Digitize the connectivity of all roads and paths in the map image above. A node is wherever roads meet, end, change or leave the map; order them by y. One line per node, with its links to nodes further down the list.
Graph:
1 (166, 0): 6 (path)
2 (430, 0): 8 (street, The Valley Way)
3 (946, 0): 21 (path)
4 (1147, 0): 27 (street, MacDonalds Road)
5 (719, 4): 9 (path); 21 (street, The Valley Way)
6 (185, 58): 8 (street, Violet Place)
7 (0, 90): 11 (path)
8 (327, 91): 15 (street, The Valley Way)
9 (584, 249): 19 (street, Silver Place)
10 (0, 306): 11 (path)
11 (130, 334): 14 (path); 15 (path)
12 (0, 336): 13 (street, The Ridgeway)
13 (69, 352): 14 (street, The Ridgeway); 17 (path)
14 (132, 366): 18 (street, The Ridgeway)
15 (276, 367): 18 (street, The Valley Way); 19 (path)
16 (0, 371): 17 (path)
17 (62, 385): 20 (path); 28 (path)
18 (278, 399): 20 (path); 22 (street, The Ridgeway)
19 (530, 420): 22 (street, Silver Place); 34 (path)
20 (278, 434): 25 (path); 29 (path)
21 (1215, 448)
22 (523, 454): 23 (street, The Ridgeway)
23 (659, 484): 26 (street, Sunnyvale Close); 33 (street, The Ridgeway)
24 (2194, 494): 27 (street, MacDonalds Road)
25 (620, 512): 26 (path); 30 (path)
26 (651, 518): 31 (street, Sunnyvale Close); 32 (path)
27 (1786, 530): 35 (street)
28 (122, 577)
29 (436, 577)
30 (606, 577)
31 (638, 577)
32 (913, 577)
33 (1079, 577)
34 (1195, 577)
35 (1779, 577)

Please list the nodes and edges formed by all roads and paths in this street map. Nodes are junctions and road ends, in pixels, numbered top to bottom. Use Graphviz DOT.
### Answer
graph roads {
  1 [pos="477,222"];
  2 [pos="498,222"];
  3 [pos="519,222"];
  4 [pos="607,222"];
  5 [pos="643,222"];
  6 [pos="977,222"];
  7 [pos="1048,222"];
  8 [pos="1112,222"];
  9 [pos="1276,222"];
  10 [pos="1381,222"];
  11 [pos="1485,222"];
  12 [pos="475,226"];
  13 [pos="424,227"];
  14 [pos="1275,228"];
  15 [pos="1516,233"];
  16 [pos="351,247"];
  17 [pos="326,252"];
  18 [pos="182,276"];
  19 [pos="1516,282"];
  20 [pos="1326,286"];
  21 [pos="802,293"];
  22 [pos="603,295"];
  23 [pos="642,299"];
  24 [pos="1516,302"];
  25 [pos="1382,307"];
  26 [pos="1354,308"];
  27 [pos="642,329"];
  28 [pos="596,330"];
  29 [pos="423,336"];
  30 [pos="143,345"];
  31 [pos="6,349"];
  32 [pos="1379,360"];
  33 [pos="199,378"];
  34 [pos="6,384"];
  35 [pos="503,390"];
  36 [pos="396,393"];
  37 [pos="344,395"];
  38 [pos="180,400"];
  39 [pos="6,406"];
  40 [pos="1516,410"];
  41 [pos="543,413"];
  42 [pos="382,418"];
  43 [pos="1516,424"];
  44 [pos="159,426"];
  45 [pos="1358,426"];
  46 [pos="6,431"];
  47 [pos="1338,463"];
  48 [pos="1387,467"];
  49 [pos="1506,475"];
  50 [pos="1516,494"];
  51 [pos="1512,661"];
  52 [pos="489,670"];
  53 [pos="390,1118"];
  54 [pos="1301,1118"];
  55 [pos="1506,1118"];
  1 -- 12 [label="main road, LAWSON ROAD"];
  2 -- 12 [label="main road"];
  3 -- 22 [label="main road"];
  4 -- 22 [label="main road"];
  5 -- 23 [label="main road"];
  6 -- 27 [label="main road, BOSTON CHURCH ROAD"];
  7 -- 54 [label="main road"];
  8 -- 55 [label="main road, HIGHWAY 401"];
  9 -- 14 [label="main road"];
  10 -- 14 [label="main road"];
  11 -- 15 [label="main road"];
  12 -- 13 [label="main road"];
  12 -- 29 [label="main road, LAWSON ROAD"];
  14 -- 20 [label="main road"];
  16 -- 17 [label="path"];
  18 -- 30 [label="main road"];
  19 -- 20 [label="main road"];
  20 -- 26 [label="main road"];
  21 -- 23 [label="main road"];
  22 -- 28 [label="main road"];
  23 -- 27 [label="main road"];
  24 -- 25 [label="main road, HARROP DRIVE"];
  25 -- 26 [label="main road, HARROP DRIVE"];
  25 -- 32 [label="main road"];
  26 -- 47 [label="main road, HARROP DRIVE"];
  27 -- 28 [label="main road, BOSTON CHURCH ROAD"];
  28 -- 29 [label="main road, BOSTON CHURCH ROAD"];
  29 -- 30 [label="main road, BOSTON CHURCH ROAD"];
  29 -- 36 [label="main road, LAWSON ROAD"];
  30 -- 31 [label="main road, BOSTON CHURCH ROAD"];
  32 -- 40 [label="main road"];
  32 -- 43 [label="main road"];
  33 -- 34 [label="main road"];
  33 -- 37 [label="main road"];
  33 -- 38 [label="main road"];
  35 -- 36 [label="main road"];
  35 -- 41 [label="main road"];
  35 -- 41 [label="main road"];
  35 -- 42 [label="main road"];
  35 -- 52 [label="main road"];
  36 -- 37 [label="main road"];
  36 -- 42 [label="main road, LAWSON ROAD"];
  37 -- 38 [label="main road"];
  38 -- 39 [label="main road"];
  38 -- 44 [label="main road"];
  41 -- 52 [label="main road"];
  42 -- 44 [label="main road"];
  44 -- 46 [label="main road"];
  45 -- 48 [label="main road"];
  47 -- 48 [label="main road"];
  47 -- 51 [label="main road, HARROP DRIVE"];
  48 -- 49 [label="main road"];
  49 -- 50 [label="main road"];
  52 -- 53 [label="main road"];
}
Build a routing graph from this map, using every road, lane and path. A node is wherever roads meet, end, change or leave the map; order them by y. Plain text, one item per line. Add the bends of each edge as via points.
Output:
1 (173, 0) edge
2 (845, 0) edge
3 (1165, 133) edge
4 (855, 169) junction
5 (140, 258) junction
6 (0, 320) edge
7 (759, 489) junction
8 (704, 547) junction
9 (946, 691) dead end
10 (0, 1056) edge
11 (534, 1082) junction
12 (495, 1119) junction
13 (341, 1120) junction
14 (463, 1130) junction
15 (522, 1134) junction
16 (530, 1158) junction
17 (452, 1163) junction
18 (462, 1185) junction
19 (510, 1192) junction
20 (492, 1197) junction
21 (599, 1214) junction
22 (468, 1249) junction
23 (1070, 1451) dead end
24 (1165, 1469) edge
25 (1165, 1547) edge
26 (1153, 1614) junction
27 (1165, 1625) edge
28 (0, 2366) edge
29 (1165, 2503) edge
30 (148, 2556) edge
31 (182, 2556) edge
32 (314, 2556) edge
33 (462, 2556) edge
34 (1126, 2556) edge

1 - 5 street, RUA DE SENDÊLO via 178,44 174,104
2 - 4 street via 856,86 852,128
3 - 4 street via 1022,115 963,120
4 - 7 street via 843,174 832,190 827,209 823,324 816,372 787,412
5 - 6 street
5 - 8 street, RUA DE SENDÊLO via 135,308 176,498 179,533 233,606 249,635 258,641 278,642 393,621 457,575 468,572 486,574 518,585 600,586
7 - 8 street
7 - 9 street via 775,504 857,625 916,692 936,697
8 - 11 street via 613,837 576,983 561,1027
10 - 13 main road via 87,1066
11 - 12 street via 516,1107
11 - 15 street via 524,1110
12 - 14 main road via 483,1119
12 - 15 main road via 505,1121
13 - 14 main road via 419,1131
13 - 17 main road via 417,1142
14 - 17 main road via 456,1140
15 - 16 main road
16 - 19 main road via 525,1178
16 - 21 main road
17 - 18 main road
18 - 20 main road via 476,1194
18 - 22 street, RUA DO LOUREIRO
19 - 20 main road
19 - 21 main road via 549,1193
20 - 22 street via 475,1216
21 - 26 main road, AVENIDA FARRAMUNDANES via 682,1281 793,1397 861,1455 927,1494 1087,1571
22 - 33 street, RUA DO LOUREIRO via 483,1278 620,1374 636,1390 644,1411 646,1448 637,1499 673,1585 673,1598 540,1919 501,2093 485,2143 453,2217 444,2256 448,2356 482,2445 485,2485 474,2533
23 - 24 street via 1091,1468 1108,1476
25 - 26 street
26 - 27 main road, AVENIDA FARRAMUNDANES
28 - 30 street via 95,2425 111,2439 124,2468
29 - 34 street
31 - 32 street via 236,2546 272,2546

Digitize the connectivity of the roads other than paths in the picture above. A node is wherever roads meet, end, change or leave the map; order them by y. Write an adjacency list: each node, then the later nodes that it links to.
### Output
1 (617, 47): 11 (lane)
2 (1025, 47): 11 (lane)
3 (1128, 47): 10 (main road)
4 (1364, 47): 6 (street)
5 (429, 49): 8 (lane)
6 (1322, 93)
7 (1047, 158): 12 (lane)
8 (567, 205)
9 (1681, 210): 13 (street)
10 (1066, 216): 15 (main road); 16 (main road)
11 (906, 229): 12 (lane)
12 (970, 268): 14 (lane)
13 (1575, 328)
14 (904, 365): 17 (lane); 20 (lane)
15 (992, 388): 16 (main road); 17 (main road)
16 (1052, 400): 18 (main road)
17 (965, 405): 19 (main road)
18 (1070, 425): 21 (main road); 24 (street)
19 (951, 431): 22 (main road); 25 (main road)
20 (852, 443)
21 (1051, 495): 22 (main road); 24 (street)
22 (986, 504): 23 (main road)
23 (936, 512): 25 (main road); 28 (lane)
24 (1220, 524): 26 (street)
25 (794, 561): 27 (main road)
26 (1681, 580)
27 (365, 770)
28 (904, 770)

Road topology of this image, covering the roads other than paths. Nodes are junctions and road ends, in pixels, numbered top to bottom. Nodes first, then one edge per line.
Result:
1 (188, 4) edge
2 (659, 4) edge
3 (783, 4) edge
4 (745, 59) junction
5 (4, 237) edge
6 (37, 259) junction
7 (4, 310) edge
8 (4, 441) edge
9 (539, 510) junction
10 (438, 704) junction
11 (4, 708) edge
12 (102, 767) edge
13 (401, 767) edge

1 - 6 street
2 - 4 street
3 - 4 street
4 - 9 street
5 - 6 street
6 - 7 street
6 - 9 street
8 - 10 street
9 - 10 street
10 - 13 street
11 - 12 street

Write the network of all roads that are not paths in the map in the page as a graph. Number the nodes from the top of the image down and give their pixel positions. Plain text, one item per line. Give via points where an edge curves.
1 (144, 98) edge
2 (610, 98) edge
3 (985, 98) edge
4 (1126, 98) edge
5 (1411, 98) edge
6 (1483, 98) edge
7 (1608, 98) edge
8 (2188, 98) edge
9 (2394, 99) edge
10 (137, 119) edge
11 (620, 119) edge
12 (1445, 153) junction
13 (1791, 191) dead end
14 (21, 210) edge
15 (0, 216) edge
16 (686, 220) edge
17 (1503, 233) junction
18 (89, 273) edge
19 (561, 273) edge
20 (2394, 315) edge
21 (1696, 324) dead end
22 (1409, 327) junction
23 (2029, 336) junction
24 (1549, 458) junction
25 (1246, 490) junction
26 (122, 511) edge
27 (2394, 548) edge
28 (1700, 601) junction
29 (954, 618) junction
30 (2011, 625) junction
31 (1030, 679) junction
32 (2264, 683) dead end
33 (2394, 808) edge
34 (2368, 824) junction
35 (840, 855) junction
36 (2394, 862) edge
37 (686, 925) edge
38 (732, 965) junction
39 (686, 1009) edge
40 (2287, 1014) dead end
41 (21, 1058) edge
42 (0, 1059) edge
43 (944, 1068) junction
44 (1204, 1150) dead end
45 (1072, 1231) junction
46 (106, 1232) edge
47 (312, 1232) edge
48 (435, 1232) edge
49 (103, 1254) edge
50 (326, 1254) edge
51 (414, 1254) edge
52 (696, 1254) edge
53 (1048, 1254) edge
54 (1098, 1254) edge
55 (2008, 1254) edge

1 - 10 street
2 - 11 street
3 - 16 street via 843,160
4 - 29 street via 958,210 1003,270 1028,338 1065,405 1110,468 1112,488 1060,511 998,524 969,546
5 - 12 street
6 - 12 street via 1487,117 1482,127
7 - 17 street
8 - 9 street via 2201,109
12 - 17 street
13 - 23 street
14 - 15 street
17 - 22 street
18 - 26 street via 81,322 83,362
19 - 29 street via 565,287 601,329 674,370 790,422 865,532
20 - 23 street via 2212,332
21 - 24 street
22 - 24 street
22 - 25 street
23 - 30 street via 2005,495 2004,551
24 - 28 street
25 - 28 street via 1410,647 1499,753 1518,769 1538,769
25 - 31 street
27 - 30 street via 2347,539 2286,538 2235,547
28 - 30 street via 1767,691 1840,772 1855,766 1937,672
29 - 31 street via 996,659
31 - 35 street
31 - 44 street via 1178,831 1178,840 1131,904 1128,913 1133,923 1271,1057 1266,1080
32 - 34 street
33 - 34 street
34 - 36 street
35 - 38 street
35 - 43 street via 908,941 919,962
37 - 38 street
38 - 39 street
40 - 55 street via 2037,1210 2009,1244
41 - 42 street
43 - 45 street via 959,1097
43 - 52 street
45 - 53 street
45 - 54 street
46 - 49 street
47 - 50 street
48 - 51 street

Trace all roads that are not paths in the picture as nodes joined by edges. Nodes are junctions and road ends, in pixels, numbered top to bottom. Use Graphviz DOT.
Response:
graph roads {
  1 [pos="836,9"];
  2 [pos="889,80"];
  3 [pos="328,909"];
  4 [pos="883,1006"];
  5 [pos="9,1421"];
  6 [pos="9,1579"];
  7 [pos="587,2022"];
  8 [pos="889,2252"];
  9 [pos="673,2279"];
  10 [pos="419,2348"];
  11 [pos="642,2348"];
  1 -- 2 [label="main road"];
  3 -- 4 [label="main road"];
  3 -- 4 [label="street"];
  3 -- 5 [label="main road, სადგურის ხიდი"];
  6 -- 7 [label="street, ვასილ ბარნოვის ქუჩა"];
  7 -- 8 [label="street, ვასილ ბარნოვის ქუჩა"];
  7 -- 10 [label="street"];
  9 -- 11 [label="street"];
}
──────
Exercise brief: Would you show each line of the material above that contains the string "leave"?

Solution to this exercise:
Digitize the connectivity of all roads and paths in the map image above. A node is wherever roads meet, end, change or leave the map; order them by y. One line per node, with its links to nodes further down the list.
Build a routing graph from this map, using every road, lane and path. A node is wherever roads meet, end, change or leave the map; order them by y. Plain text, one item per line. Add the bends of each edge as via points.
Digitize the connectivity of the roads other than paths in the picture above. A node is wherever roads meet, end, change or leave the map; order them by y. Write an adjacency list: each node, then the later nodes that it links to.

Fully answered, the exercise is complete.